» WORK REQUIRED: The output should be every line below that includes the word "path".

---------- RECORDS FOR THE TASK ----------

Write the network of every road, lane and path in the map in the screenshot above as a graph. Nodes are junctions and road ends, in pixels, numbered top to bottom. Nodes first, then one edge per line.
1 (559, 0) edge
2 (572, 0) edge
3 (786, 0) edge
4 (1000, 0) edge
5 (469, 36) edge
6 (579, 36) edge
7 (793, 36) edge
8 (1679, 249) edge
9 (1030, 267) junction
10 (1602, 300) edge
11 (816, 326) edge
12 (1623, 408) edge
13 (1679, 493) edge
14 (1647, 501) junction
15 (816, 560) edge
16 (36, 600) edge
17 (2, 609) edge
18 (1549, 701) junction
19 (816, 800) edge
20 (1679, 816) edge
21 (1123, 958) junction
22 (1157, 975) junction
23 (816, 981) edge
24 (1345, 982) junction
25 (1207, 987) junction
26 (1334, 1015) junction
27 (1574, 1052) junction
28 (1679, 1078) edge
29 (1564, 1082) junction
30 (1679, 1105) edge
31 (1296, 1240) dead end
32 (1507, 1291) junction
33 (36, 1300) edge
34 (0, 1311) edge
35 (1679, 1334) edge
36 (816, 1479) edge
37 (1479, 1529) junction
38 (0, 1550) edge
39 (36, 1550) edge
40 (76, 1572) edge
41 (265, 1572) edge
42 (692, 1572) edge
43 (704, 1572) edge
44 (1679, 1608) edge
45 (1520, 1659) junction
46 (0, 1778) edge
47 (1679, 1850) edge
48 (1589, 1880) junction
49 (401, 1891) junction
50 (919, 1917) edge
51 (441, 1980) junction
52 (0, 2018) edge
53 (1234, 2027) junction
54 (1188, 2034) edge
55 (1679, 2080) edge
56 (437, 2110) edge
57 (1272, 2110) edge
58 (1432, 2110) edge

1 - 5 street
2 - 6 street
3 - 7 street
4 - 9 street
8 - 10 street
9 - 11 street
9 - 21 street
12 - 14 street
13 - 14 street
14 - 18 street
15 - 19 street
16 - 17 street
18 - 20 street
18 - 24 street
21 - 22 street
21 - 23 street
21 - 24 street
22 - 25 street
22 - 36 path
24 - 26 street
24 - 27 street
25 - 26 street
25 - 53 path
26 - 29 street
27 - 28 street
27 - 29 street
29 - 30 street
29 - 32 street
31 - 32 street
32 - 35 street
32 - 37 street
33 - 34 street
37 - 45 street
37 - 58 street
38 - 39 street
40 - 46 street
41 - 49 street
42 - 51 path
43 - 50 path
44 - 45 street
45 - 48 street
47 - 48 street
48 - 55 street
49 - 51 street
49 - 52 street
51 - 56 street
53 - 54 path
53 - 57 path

----------

» TASK OUTPUT:
Write the network of every road, lane and path in the map in the screenshot above as a graph. Nodes are junctions and road ends, in pixels, numbered top to bottom. Nodes first, then one edge per line.
22 - 36 path
25 - 53 path
42 - 51 path
43 - 50 path
53 - 54 path
53 - 57 path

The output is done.